🤖 AI Summary
Multi-view learning confronts challenges of prediction inconsistency and uncertainty arising from inter-view discrepancies. To address this, we propose a hierarchical mutual distillation framework that, for the first time, enables cross-view consistency modeling across three distinct input configurations: single-view, partial multi-view, and full multi-view. We introduce an uncertainty-weighted mutual distillation mechanism that dynamically suppresses interference from unreliable predictions. Furthermore, we integrate a CNN-Transformer hybrid architecture with multi-granularity knowledge transfer to adaptively fuse view-specific features. Evaluated on large-scale, unstructured datasets with non-fixed view availability, our method significantly improves both predictive accuracy and cross-view consistency.

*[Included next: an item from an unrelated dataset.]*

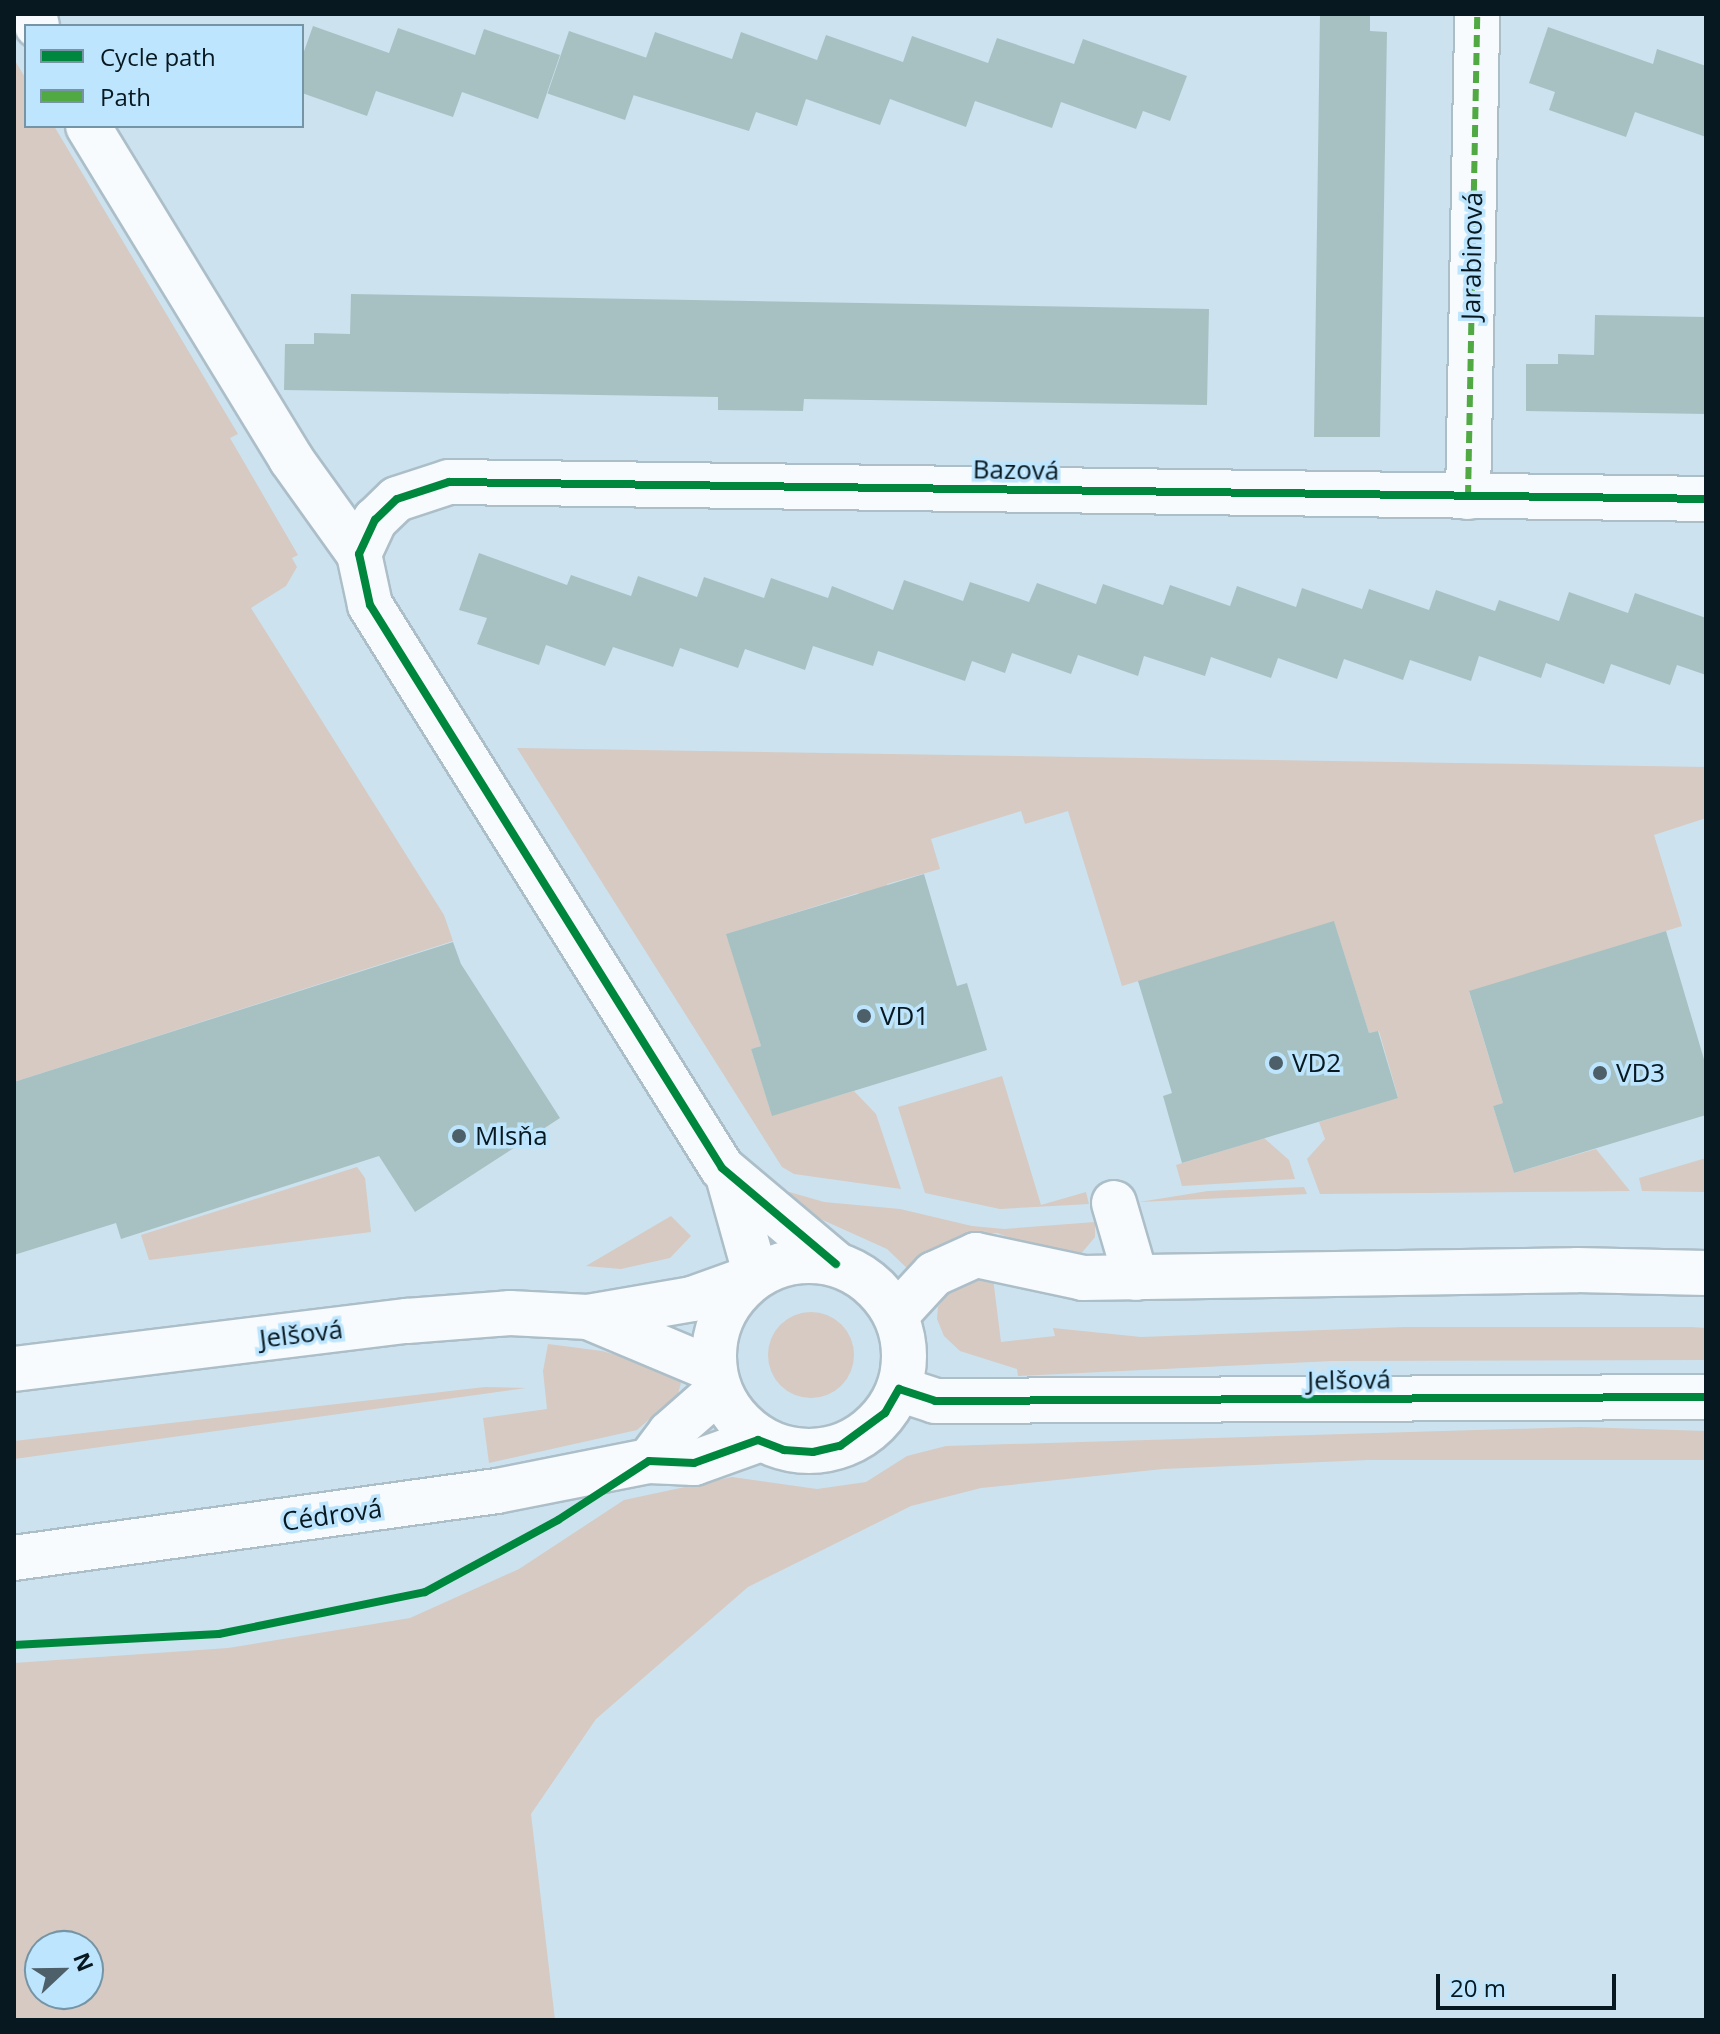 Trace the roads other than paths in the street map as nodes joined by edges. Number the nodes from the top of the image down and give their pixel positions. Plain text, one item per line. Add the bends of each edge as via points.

It outperforms state-of-the-art multi-view learning approaches on multiple standard benchmarks.
📝 Abstract
Multi-view learning often faces challenges in effectively leveraging images captured from different angles and locations. This challenge is particularly pronounced when addressing inconsistencies and uncertainties between views. In this paper, we propose a novel Multi-View Uncertainty-Weighted Mutual Distillation (MV-UWMD) method. Our method enhances prediction consistency by performing hierarchical mutual distillation across all possible view combinations, including single-view, partial multi-view, and full multi-view predictions. This introduces an uncertainty-based weighting mechanism through mutual distillation, allowing effective exploitation of unique information from each view while mitigating the impact of uncertain predictions. We extend a CNN-Transformer hybrid architecture to facilitate robust feature learning and integration across multiple view combinations. We conducted extensive experiments using a large, unstructured dataset captured from diverse, non-fixed viewpoints. The results demonstrate that MV-UWMD improves prediction accuracy and consistency compared to existing multi-view learning approaches.